The Groke rarely shows any fear, as everyone around is afraid of her, but in one instance, when she wants to ride a horse made of snow, Moomin tells her it is for The Lady of the Cold, a personification of winter and coldness, who freezes all that she sees. The Groke then quickly withdraws from the scene, indicating that not even she can withstand the personification of winter. In the story "Who Will Comfort Toffle?", she is also shown to be sensitive to pain, when her shin is bitten by the protagonist and she flees the scene in a haste.

== Appearances ==
- 3. Finn Family Moomintroll – This is the first appearance of the Groke, and she is generally played as a frightening villain, though Sniff expresses a bit of sympathy for her, at one point moving himself to tears with a speech on how awful it must be to be so alone.
- 4. The Exploits of Moominpappa – Here, several characters refer to the Groke eating people: the Joxter claims to have a cousin who was eaten by the Groke, and the young Moominpappa saves the Hemulen's Aunt from being eaten by the Groke. She is never actually seen to eat anyone, though, and since the book is written as Moominpappa's memoirs, it's quite possible (and quite in character) that he exaggerated things a little in order to make himself look more heroic.
- 6. Moominland Midwinter – The Groke makes a couple of cameo appearances, though she comes across as far less villainous and more to be pitied than feared. Too-Ticky even expresses sympathy for her when she wants to warm herself by the fire at the celebration for the sun, and ends up not only scaring everyone away but inadvertently putting out the fire with her own coldness.
- 8. Moominpappa at Sea – In this work, the Groke keeps on going to Moominpappa's island to beg Moomintroll to show her his lantern flame. This story builds on the new angle of the Groke that Too-Ticky offered in Moominland Midwinter, and is generally seen as the most sympathetic portrayal of her in the books, even containing short passages written from her point of view: constantly craving warmth and light but unable to get either.
- Who Will Comfort Toffle? – Toffle bites her as he is saving Miffle, though it is not known whether she was holding Miffle hostage or not.
- Comic strips – While the Groke is not a major character in the strips, she is alluded to several times. The second storyline in the strip, Moomin and the Brigands, features Sniff creating an “Elixir of Life”, which is revealed to turn things into their opposites. After accidentally dumping the potion on a bug, the bug is transformed into a creature resembling the Groke, who chases Sniff before being (presumably) drowned.

== Adaptations ==

There have been various adaptations of the Moomin books on television. The Groke appears differently in the 1969 anime version of the Moomins, where she is depicted as white and depressed. In the Polish Moomin TV series, she is more like the character in the novels, but darker and bestial.

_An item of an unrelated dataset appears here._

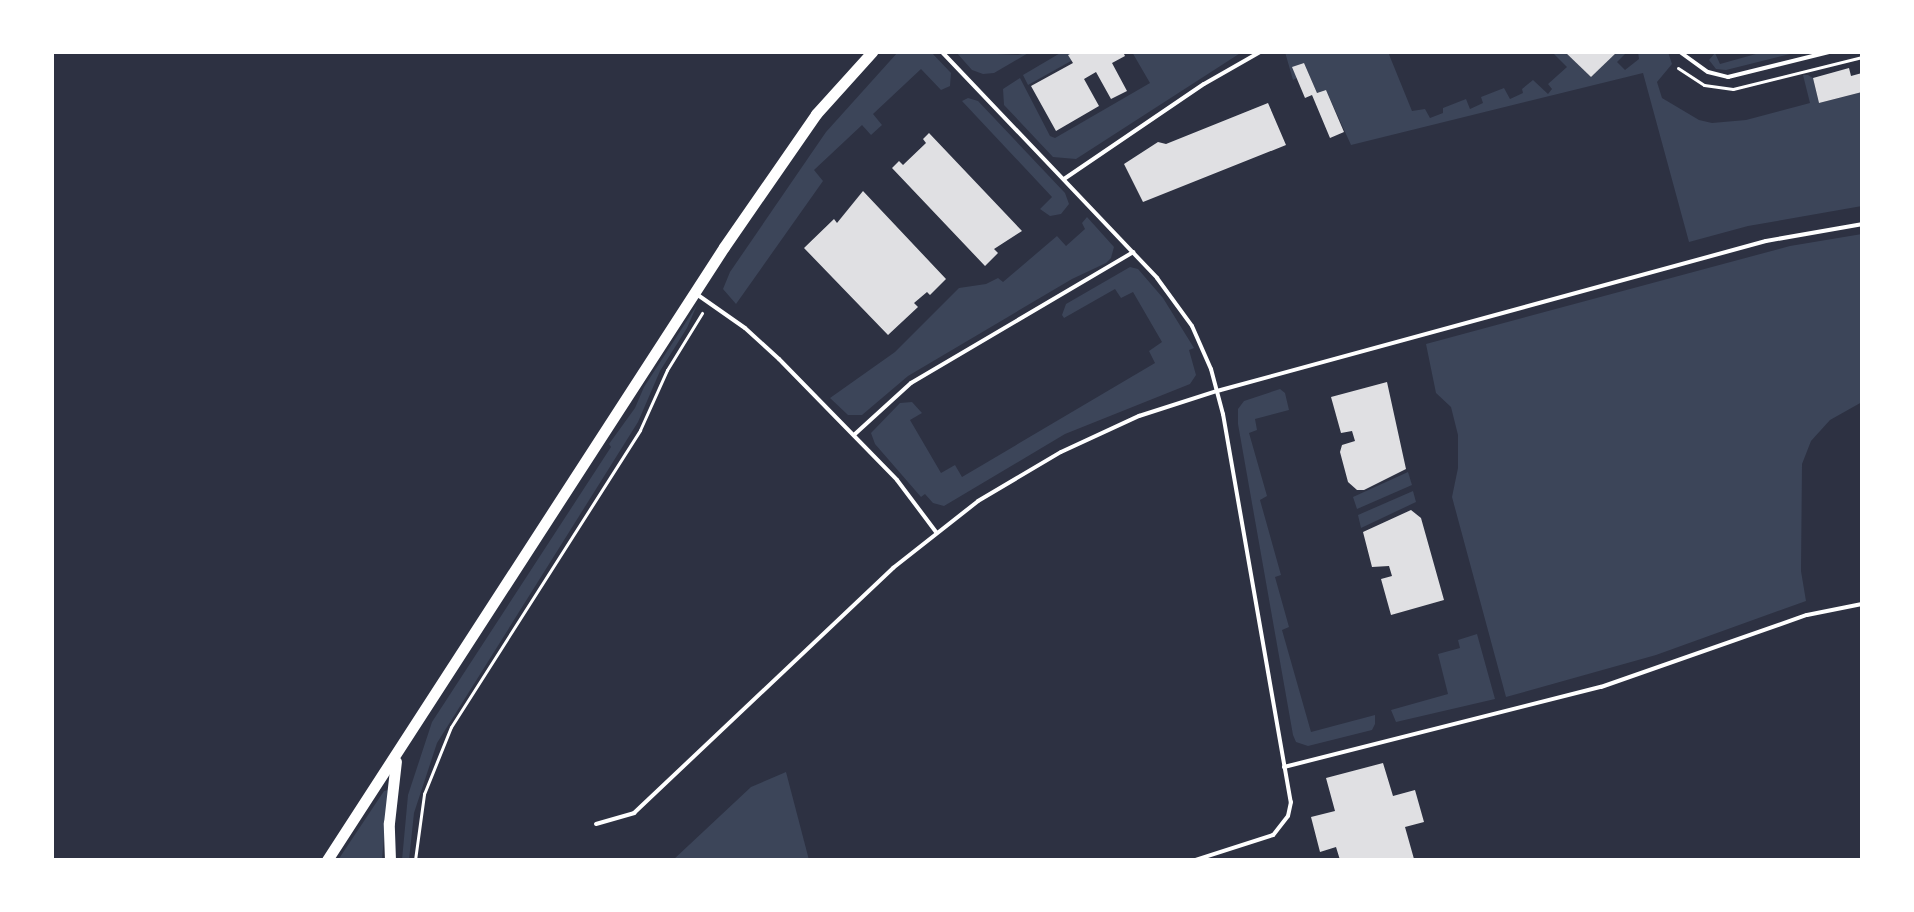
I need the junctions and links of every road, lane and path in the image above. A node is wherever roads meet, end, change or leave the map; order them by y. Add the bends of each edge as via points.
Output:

The Japanese-Dutch anime series Moomin includes her as an antagonist. In the Japanese dub, she is referred to as Morran, mirroring her original Swedish name Mårran. She is distinctive from her first appearance in the series for her intimidating appearance and the loud growling sounds that she utters. Dubs in other languages use different growls. The Groke's primary introductions were in episode 6, 7 and 22 of the series. It was not until episode 37 that she was presented more sympathetically.

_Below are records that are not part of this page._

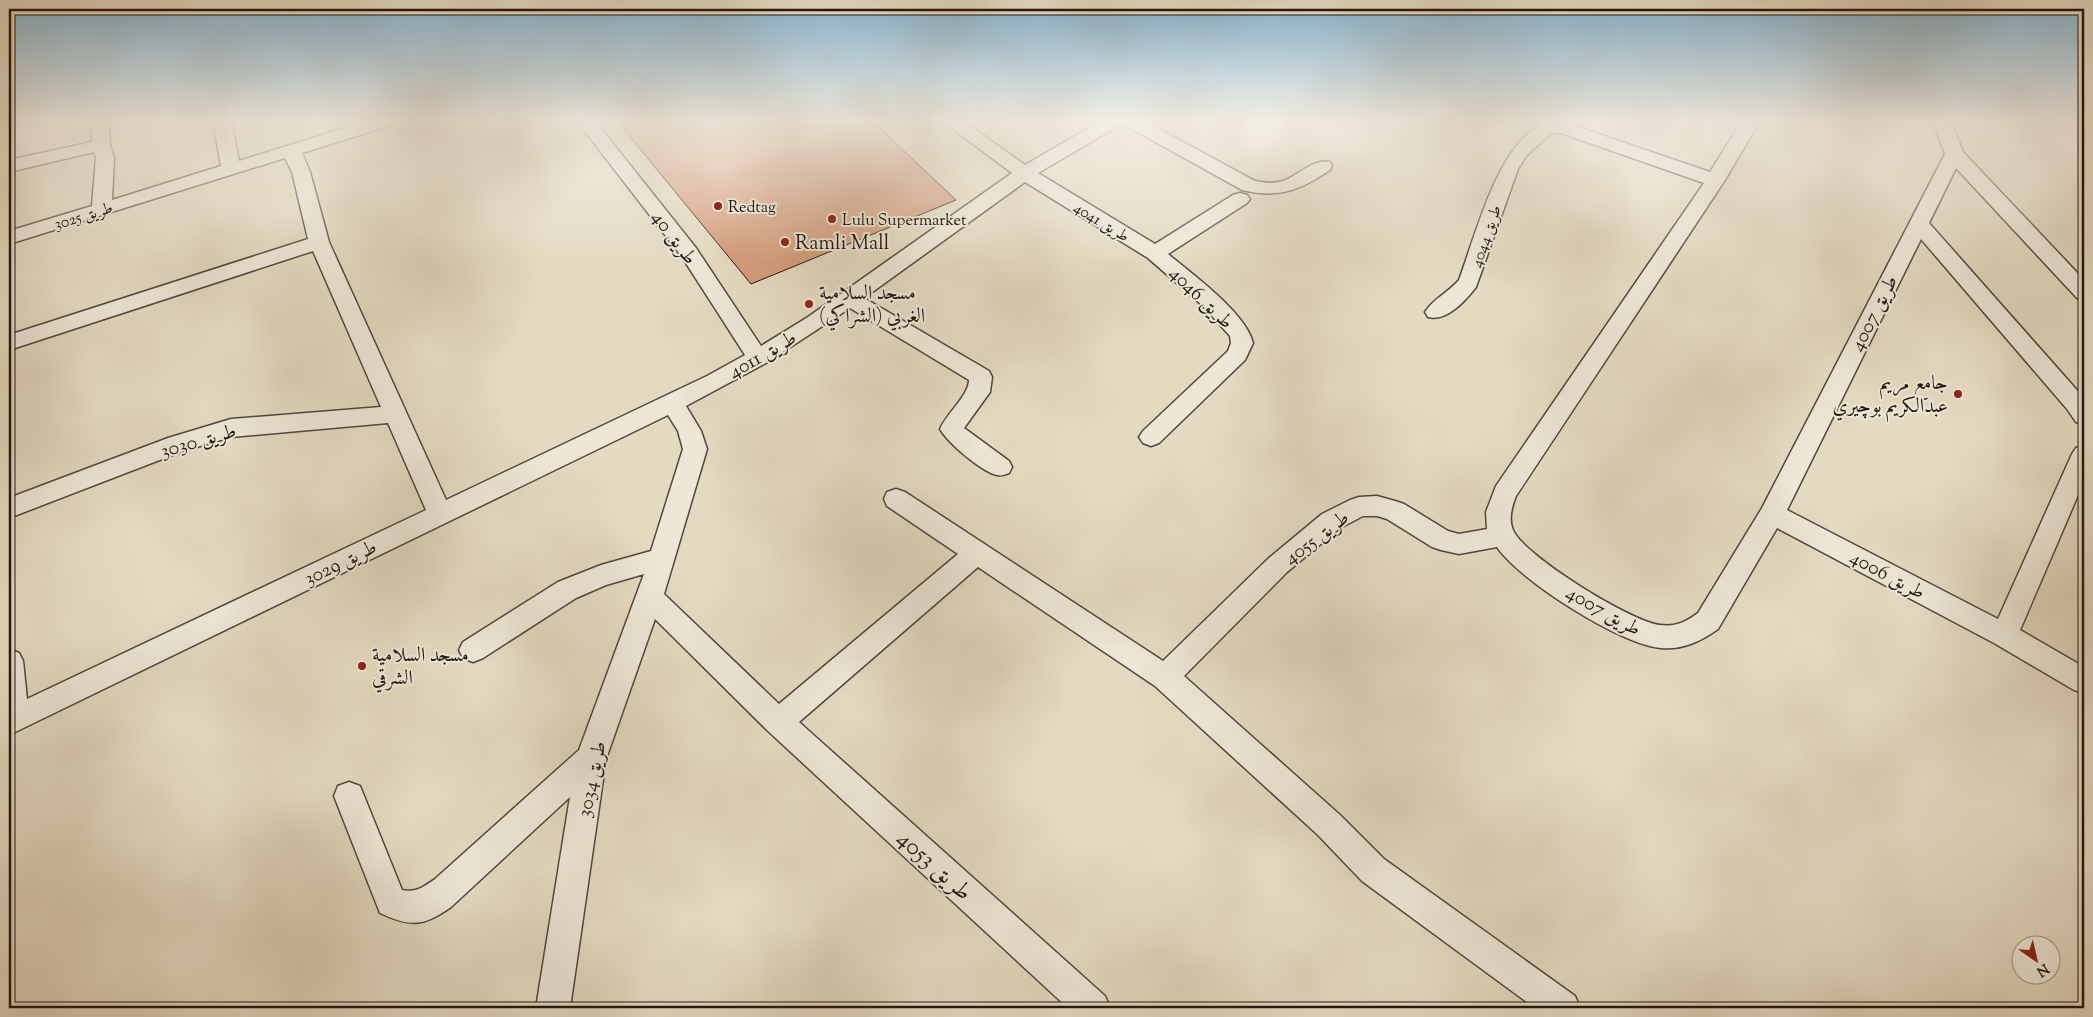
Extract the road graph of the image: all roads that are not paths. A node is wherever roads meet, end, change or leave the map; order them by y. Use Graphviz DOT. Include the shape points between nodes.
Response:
graph roads {
  1 [pos="104,168"];
  2 [pos="299,168"];
  3 [pos="623,168"];
  4 [pos="1018,168"];
  5 [pos="1032,168"];
  6 [pos="1206,168"];
  7 [pos="1319,168"];
  8 [pos="1509,168"];
  9 [pos="1681,168"];
  10 [pos="1722,168"];
  11 [pos="1946,168"];
  12 [pos="1968,168"];
  13 [pos="231,169"];
  14 [pos="1024,173"];
  15 [pos="1715,180"];
  16 [pos="1240,190"];
  17 [pos="102,209"];
  18 [pos="1918,223"];
  19 [pos="9,238"];
  20 [pos="319,242"];
  21 [pos="1155,253"];
  22 [pos="2084,292"];
  23 [pos="848,298"];
  24 [pos="1436,312"];
  25 [pos="9,343"];
  26 [pos="758,358"];
  27 [pos="672,403"];
  28 [pos="396,414"];
  29 [pos="2084,416"];
  30 [pos="1151,437"];
  31 [pos="2084,454"];
  32 [pos="1000,467"];
  33 [pos="896,499"];
  34 [pos="9,508"];
  35 [pos="440,514"];
  36 [pos="1772,514"];
  37 [pos="1502,536"];
  38 [pos="978,552"];
  39 [pos="662,558"];
  40 [pos="650,597"];
  41 [pos="2004,634"];
  42 [pos="473,650"];
  43 [pos="9,661"];
  44 [pos="1165,677"];
  45 [pos="2084,681"];
  46 [pos="12,720"];
  47 [pos="778,722"];
  48 [pos="591,759"];
  49 [pos="349,796"];
  50 [pos="553,1008"];
  51 [pos="1093,1008"];
  52 [pos="1563,1008"];
  1 -- 17 [label="street"];
  2 -- 20 [label="street"];
  3 -- 26 [label="street, طريق 40" via="689,253"];
  4 -- 14 [label="street, طريق 4041"];
  5 -- 14 [label="street, طريق 4011"];
  6 -- 16 [label="street"];
  7 -- 16 [label="street" via="1299,182 1282,188"];
  8 -- 24 [label="street, طريق 4044" via="1469,282"];
  9 -- 15 [label="street, طريق 4044"];
  10 -- 15 [label="street"];
  11 -- 18 [label="street, طريق 4007"];
  12 -- 22 [label="street"];
  13 -- 17 [label="street, طريق 3025"];
  14 -- 21 [label="street, طريق 4041"];
  14 -- 23 [label="street, طريق 4011"];
  15 -- 37 [label="street" via="1505,493 1497,514"];
  16 -- 21 [label="street, طريق 4046"];
  17 -- 19 [label="street, طريق 3025"];
  18 -- 29 [label="street"];
  18 -- 36 [label="street, طريق 4007"];
  20 -- 25 [label="street"];
  20 -- 28 [label="street"];
  21 -- 30 [label="street, طريق 4046" via="1211,301 1240,334 1242,343 1237,354"];
  23 -- 26 [label="street, طريق 4011"];
  23 -- 32 [label="street" via="982,377 976,396 955,419 952,429 959,438"];
  26 -- 27 [label="street, طريق 4011"];
  27 -- 35 [label="street, طريق 3029"];
  27 -- 39 [label="street, طريق 3034" via="691,434 695,449"];
  28 -- 34 [label="street, طريق 3030" via="231,428 176,444"];
  28 -- 35 [label="street"];
  31 -- 41 [label="street"];
  33 -- 38 [label="street"];
  35 -- 46 [label="street, طريق 3029"];
  36 -- 37 [label="street, طريق 4007" via="1708,621 1694,632 1668,637 1635,631 1609,617 1532,565"];
  36 -- 41 [label="street, طريق 4006"];
  37 -- 44 [label="street, طريق 4055" via="1459,544 1441,540 1395,511 1377,506 1358,506 1331,521 1278,565"];
  38 -- 44 [label="street"];
  38 -- 47 [label="street"];
  39 -- 40 [label="street, طريق 3034"];
  39 -- 42 [label="street" via="579,584"];
  40 -- 47 [label="street, طريق 4053"];
  40 -- 48 [label="street, طريق 3034"];
  41 -- 45 [label="street, طريق 4006"];
  43 -- 46 [label="street"];
  44 -- 52 [label="street" via="1329,825 1374,870"];
  47 -- 51 [label="street, طريق 4053"];
  48 -- 49 [label="street" via="446,890 417,908 402,908 391,902"];
  48 -- 50 [label="street, طريق 3034"];
}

She also appears in the episode "Night of the Groke" in the 2019 series, in which she make a ghostly moaning sound as she slowly slides along, leaving an ice trail behind her as she searches for fire. She is first encountered by Moomintroll, Snufkin, and Sniff, who manage to escape her. Afterwards, the Groke attempts to head to Moominpappa and Moominmamma’s tent, in which they have a fire. Sniff manages to resist his greed and uses a large sheet of ice to put out the fire, but Moomintroll begins feeling sorry for the Groke and leads her out to sea via placing two lanterns on a log.
The Groke appears again in the episode "Song of the Groke".